Na quarta, nas costas. E no final sempre repetia os mesmos lugares. Todo o dia.
Sentia-se cada vez mais fraco e drenado. Algo saia de seu corpo todas as vezes.
Talvez fosse a sua humanidade. Ou então o seu sangue.

Não sabia quanto tempo havia passado, talvez dias, talvez semanas, talvez
meses ou até anos... Mas havia passado muito tempo! Tanto que abriu seus olhos
e seu corpo não era mais pequeno como o de uma criança. Era um corpo
crescido, machucado, cheio de cicatrizes e algumas tatuagens que rodeavam dos
pés a cabeça. Suas mãos eram levantadas ao teto por correntes presas aos
pulsos, seu tronco magro, membros magros e cabelos loiros sujos que cobriam
seu rosto com algumas mechas. Sua cabeça não assimilava direito, só entendia
que aquele lugar havia sido abandonado há muito tempo e ele também. Por sua
família, por todos que ele conhecia ou pensava conhecer.

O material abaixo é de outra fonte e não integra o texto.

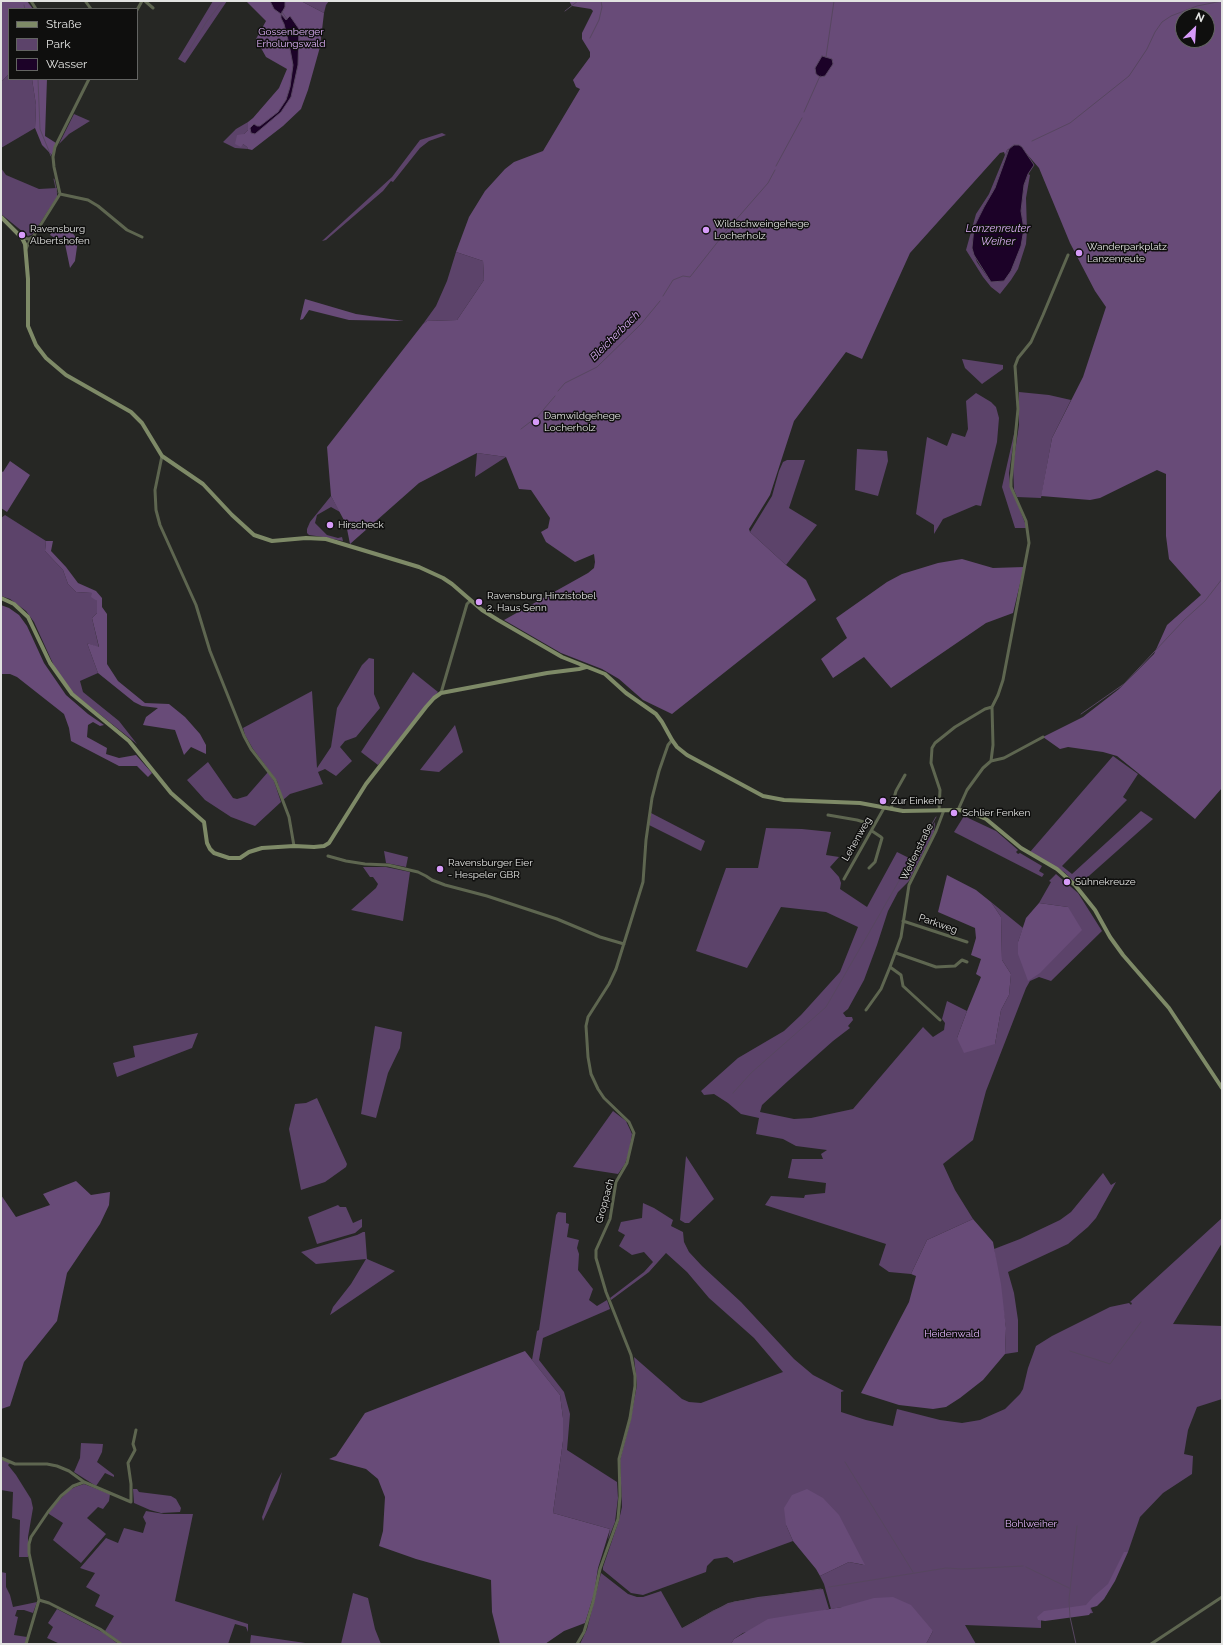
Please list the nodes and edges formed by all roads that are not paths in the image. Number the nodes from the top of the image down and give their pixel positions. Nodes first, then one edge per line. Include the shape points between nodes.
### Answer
1 (145, 1) edge
2 (153, 8) dead end
3 (88, 80) edge
4 (60, 194) junction
5 (1, 217) edge
6 (142, 237) dead end
7 (22, 238) junction
8 (31, 238) junction
9 (26, 249) junction
10 (1068, 255) dead end
11 (162, 456) junction
12 (1, 598) edge
13 (470, 601) junction
14 (586, 667) junction
15 (441, 693) junction
16 (992, 707) junction
17 (1043, 737) dead end
18 (672, 740) junction
19 (991, 761) junction
20 (905, 775) dead end
21 (884, 808) junction
22 (891, 809) junction
23 (942, 810) junction
24 (958, 810) junction
25 (828, 815) dead end
26 (874, 825) junction
27 (872, 831) junction
28 (294, 846) junction
29 (328, 856) dead end
30 (869, 868) dead end
31 (844, 879) dead end
32 (903, 921) junction
33 (967, 942) dead end
34 (624, 944) junction
35 (896, 953) junction
36 (967, 962) dead end
37 (890, 967) junction
38 (866, 1010) dead end
39 (940, 1020) dead end
40 (1222, 1088) edge
41 (136, 1430) dead end
42 (1, 1458) edge
43 (84, 1482) junction
44 (1222, 1597) edge
45 (39, 1600) junction
46 (26, 1644) edge
47 (121, 1644) edge
48 (577, 1644) edge
49 (1151, 1644) edge

1 - 2 street
3 - 4 street via 55,147 54,167
4 - 6 street via 88,200 127,230
4 - 8 street
5 - 7 main road
7 - 8 street
7 - 9 main road
8 - 9 street
9 - 11 main road via 28,319 36,345 51,363 66,374 131,412
10 - 16 street via 1044,316 1015,366 1018,409 1011,487 1026,521 1029,543 1003,680
11 - 13 main road via 203,484 254,535 272,541 306,538 337,542 419,567 452,584
11 - 28 street via 155,490 160,525 196,605 210,651 244,736 275,780 289,817
12 - 28 main road via 14,604 28,617 50,663 72,694 128,742 171,793 204,822 207,843 214,853 229,858 240,858 262,848
13 - 14 main road via 552,652
13 - 15 street via 460,625
14 - 15 main road
14 - 18 main road via 605,674 632,698 649,708 662,722
15 - 28 main road via 426,707 366,784 329,843 324,846
16 - 19 street
16 - 23 street, Welfenstraße via 955,727 932,748 931,763 940,790
17 - 19 street via 1004,758
18 - 21 main road via 687,755 755,792 772,798 860,803
18 - 34 street, Groppach via 659,770 652,798 643,882
19 - 24 street via 967,790
20 - 22 street via 896,791
21 - 22 main road
21 - 26 street, Lehenweg
22 - 23 main road
23 - 24 main road
23 - 32 street, Welfenstraße via 936,832 909,885
24 - 40 main road via 968,811 986,819 1023,849 1057,869 1075,885 1110,937 1169,1008
25 - 26 street
26 - 27 street, Lehenweg
27 - 30 street via 881,836 882,840 875,862
27 - 31 street, Lehenweg
29 - 34 street via 418,872 445,885 557,919
32 - 33 street, Parkweg
32 - 35 street, Welfenstraße
34 - 48 street, Groppach via 616,969 588,1017 586,1026 591,1074 604,1098 629,1122 634,1133 627,1163 616,1182 610,1219 596,1250 596,1258 606,1292 631,1355 635,1386 619,1459 618,1519 600,1569 584,1632
35 - 36 street via 936,967 955,966 962,960
35 - 37 street, Welfenstraße
37 - 38 street, Welfenstraße via 881,989
37 - 39 street via 901,975 903,986
41 - 43 street via 133,1444 135,1450 128,1463 131,1502
42 - 43 street via 14,1464 58,1466
43 - 45 street via 73,1486 61,1496 31,1537 29,1554
44 - 49 street
45 - 46 street
45 - 47 street via 100,1630

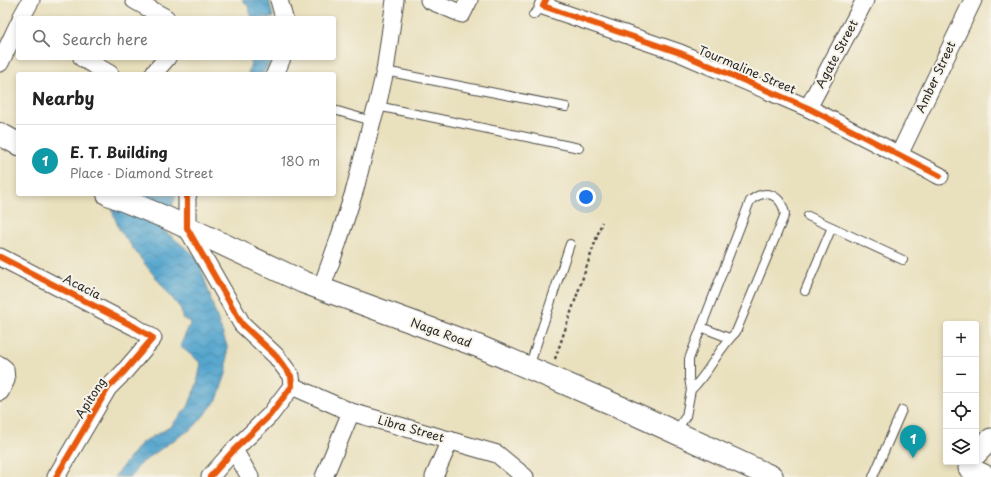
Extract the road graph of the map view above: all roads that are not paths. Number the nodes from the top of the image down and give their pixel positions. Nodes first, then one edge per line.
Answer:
1 (31, 0) edge
2 (134, 0) edge
3 (279, 0) edge
4 (395, 0) edge
5 (429, 0) edge
6 (469, 0) edge
7 (865, 0) edge
8 (973, 0) edge
9 (540, 7) edge
10 (22, 16) edge
11 (162, 16) edge
12 (283, 16) edge
13 (16, 29) edge
14 (86, 60) edge
15 (165, 60) edge
16 (281, 60) edge
17 (0, 63) edge
18 (385, 71) junction
19 (106, 72) edge
20 (155, 72) edge
21 (276, 72) edge
22 (566, 108) dead end
23 (808, 108) junction
24 (336, 110) edge
25 (375, 114) junction
26 (0, 134) edge
27 (16, 143) edge
28 (579, 148) dead end
29 (899, 154) junction
30 (940, 176) dead end
31 (187, 196) edge
32 (115, 197) edge
33 (808, 216) dead end
34 (832, 227) junction
35 (187, 228) junction
36 (570, 244) dead end
37 (0, 257) edge
38 (903, 260) dead end
39 (321, 289) junction
40 (804, 291) dead end
41 (701, 327) junction
42 (153, 338) joint
43 (729, 338) junction
44 (0, 365) edge
45 (528, 368) junction
46 (292, 386) junction
47 (691, 390) junction
48 (0, 392) edge
49 (902, 410) dead end
50 (351, 412) junction
51 (676, 432) junction
52 (991, 439) edge
53 (450, 440) junction
54 (234, 450) junction
55 (979, 454) edge
56 (970, 465) edge
57 (991, 470) edge
58 (768, 476) edge
59 (56, 477) edge
60 (210, 477) edge
61 (250, 477) edge
62 (324, 477) edge
63 (434, 477) edge
64 (525, 477) edge
65 (873, 477) edge
66 (988, 477) edge

1 - 10 street
2 - 11 street
3 - 12 street
4 - 18 street
5 - 6 street
7 - 23 street, Agate Street
8 - 29 street, Amber Street
9 - 23 street, Tourmaline Street
13 - 17 street
14 - 19 street
15 - 20 street
16 - 21 street
18 - 22 lane
18 - 25 street
23 - 29 street, Tourmaline Street
24 - 25 lane
25 - 28 lane
25 - 39 street
26 - 27 main road
29 - 30 street, Tourmaline Street
31 - 35 street
32 - 35 main road, Naga Road
33 - 34 lane
34 - 38 lane
34 - 40 lane
35 - 39 main road, Naga Road
35 - 46 street
36 - 45 lane
37 - 42 street, Acacia
39 - 45 main road, Naga Road
41 - 43 lane
41 - 43 lane
41 - 47 lane
42 - 59 street, Apitong
43 - 47 lane
44 - 48 street
45 - 51 main road, Naga Road
46 - 50 street, Libra Street
46 - 54 street
47 - 51 lane
49 - 65 lane
50 - 53 street, Libra Street
50 - 62 street
51 - 58 main road, Naga Road
52 - 55 street
53 - 63 street
53 - 64 street, Libra Street
54 - 60 street
54 - 61 street
56 - 66 street
57 - 66 street

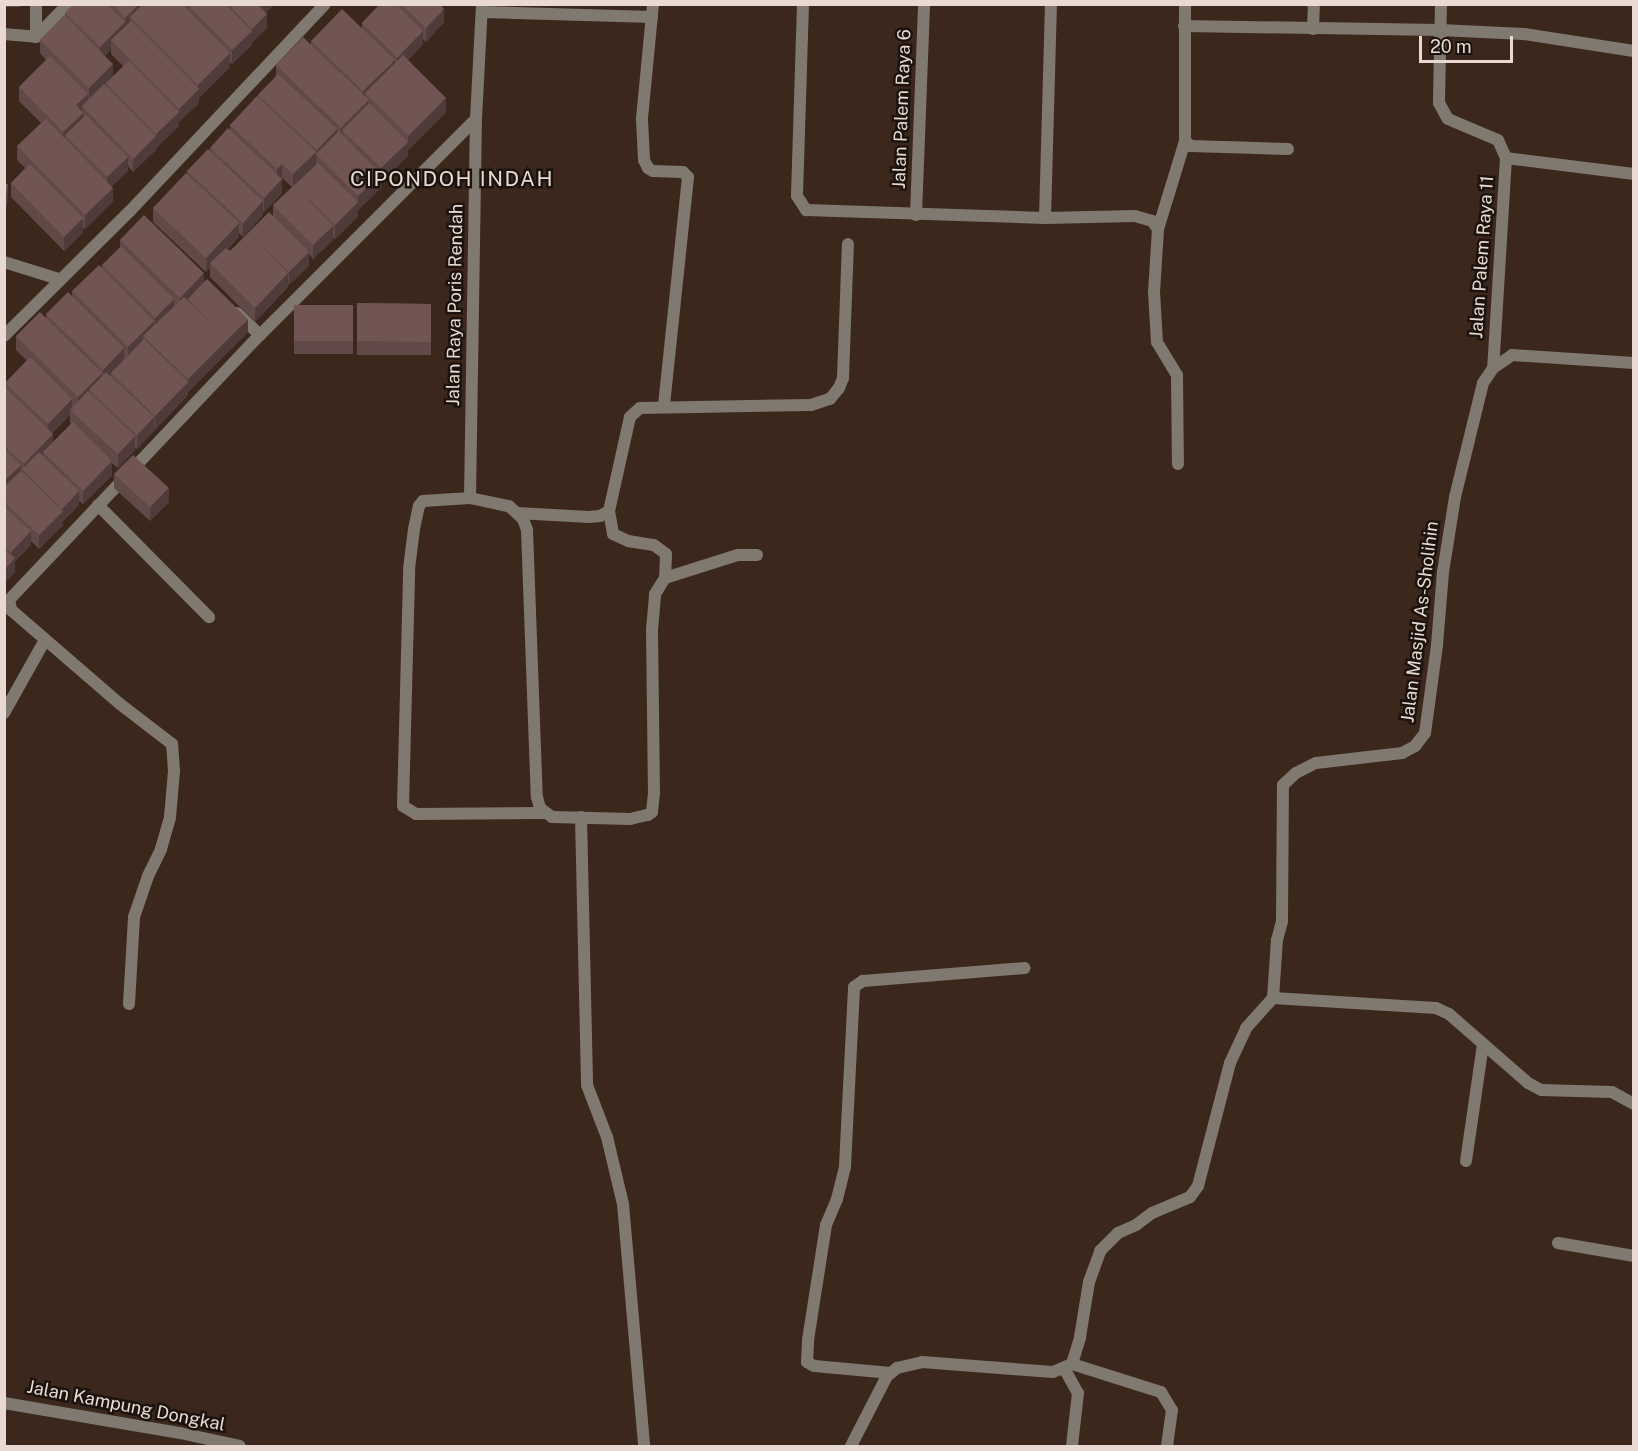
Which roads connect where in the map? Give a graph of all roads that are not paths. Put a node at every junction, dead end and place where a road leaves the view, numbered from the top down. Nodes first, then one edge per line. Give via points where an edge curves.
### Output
1 (36, 4) edge
2 (68, 4) edge
3 (325, 4) edge
4 (803, 4) edge
5 (924, 4) edge
6 (1051, 4) edge
7 (1185, 4) edge
8 (1314, 4) edge
9 (1441, 4) edge
10 (482, 8) edge
11 (652, 11) edge
12 (1184, 26) junction
13 (1314, 29) junction
14 (1440, 30) junction
15 (4, 34) edge
16 (36, 37) junction
17 (1634, 51) edge
18 (476, 119) junction
19 (1185, 141) junction
20 (1288, 149) dead end
21 (1506, 158) junction
22 (1634, 174) edge
23 (916, 215) junction
24 (1046, 218) junction
25 (1158, 229) junction
26 (848, 244) dead end
27 (4, 262) edge
28 (59, 279) junction
29 (227, 304) edge
30 (260, 335) junction
31 (4, 336) edge
32 (1634, 363) edge
33 (1493, 368) junction
34 (664, 407) junction
35 (1178, 464) dead end
36 (470, 498) junction
37 (98, 506) junction
38 (609, 511) junction
39 (517, 513) junction
40 (757, 555) dead end
41 (665, 578) junction
42 (7, 604) edge
43 (209, 617) dead end
44 (45, 640) junction
45 (4, 713) edge
46 (545, 813) junction
47 (581, 818) junction
48 (1024, 968) dead end
49 (1273, 998) junction
50 (129, 1004) dead end
51 (1483, 1044) junction
52 (1634, 1104) edge
53 (1466, 1161) dead end
54 (1558, 1243) dead end
55 (1634, 1256) edge
56 (1068, 1366) junction
57 (891, 1373) junction
58 (4, 1403) edge
59 (240, 1446) edge
60 (644, 1446) edge
61 (851, 1446) edge
62 (1072, 1446) edge
63 (1167, 1446) edge

1 - 16 street
2 - 16 street
3 - 28 street via 134,215
4 - 23 street via 797,195 806,210
5 - 23 street, Jalan Palem Raya 6
6 - 24 street
7 - 12 street
8 - 13 street
9 - 14 street, Jalan Palem Raya 11
10 - 11 street
10 - 18 street, Jalan Raya Poris Rendah
11 - 34 street via 642,119 644,160 648,168 683,172 688,177
12 - 13 street
12 - 19 street
13 - 14 street
14 - 17 street via 1524,34
14 - 21 street, Jalan Palem Raya 11 via 1439,103 1448,119 1498,140
15 - 16 street
18 - 30 street
18 - 36 street, Jalan Raya Poris Rendah
19 - 20 street via 1191,146
19 - 25 street
21 - 22 street
21 - 33 street, Jalan Palem Raya 11
23 - 24 street
24 - 25 street via 1136,216 1152,221
25 - 35 street via 1156,342 1177,375
26 - 34 street via 843,378 830,399 811,405
27 - 28 street
28 - 31 street
29 - 30 street
30 - 37 street
32 - 33 street via 1512,356
33 - 49 street, Jalan Masjid As-Sholihin via 1483,383 1455,497 1425,733 1415,746 1402,753 1316,763 1296,773 1284,785 1282,921
34 - 38 street via 640,408 630,417
36 - 39 street via 509,507
36 - 46 street via 423,501 414,529 409,569 403,806 416,814
37 - 42 street
37 - 43 street
38 - 39 street via 589,517
38 - 41 street via 613,534 654,545 666,554
39 - 46 street via 527,530 537,789 540,808
40 - 41 street via 738,555
41 - 47 street via 655,594 652,630 654,807 640,818
42 - 44 street
44 - 45 street
44 - 50 street via 172,744 170,817 134,917
46 - 47 street via 552,818
47 - 60 street via 587,1085 607,1137 623,1204
48 - 57 street via 863,981 854,987 845,1166 826,1225 807,1362 814,1366
49 - 51 street via 1436,1008 1449,1014
49 - 56 street via 1246,1028 1230,1063 1198,1186 1190,1197 1118,1233 1100,1251 1089,1282 1080,1337
51 - 52 street via 1541,1090 1612,1092
51 - 53 street
54 - 55 street
56 - 57 street via 1053,1372 922,1362
56 - 62 street via 1078,1393
56 - 63 street via 1161,1392 1172,1410
57 - 61 street
58 - 59 street, Jalan Kampung Dongkal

O primeiro barulho que escutou foi a respiração pesada por finalmente ter
acordado e poder ver a luz novamente, além de aparentemente não ter mais
ninguém ali. O segundo contradizia a sua solidão... Sussurros e passos avisavam
que tinha algo caminhando em sua direção. No instinto, César fechou seus olhos
e fingiu que estava desacordado, mas a sua intuição falou outra coisa: “Abra os
olhos, veja o que realmente vem até você” , o estranho era que a intuição tinha
uma voz áspera, corrosiva. Até meio... Diabólica.

César então, obedecendo a ordem da voz, abriu seus olhos e o que encontrou
foi um tanto... Peculiar. Uma equipe o ajudava, tirava as correntes que o prendiam
no teto e limpavam os seus ferimentos. Eles se afirmaram fazer parte de uma tal
Ordo Realistas e que poderiam fornecer suprimentos e moradia, caso ele fornece
ajuda pra eles também, nem que fosse com informações.

Ele, sem ter pra onde ir ou o que fazer, acabou aceitando, fazendo com que
finalmente conseguisse um emprego, um tanto diferenciado. César entrou pra
Ordo Realistas, onde enfrentou diversos inimigos que faziam coisas parecidas
com o que fizeram com ele. Sua única tarefa era, além de proteger a realidade,
encontrar o seu irmão... Aquele que havia acabado com o que restava da sua vida
tranquila. Mas que no fundo, só queria que voltassem ao que eram antes.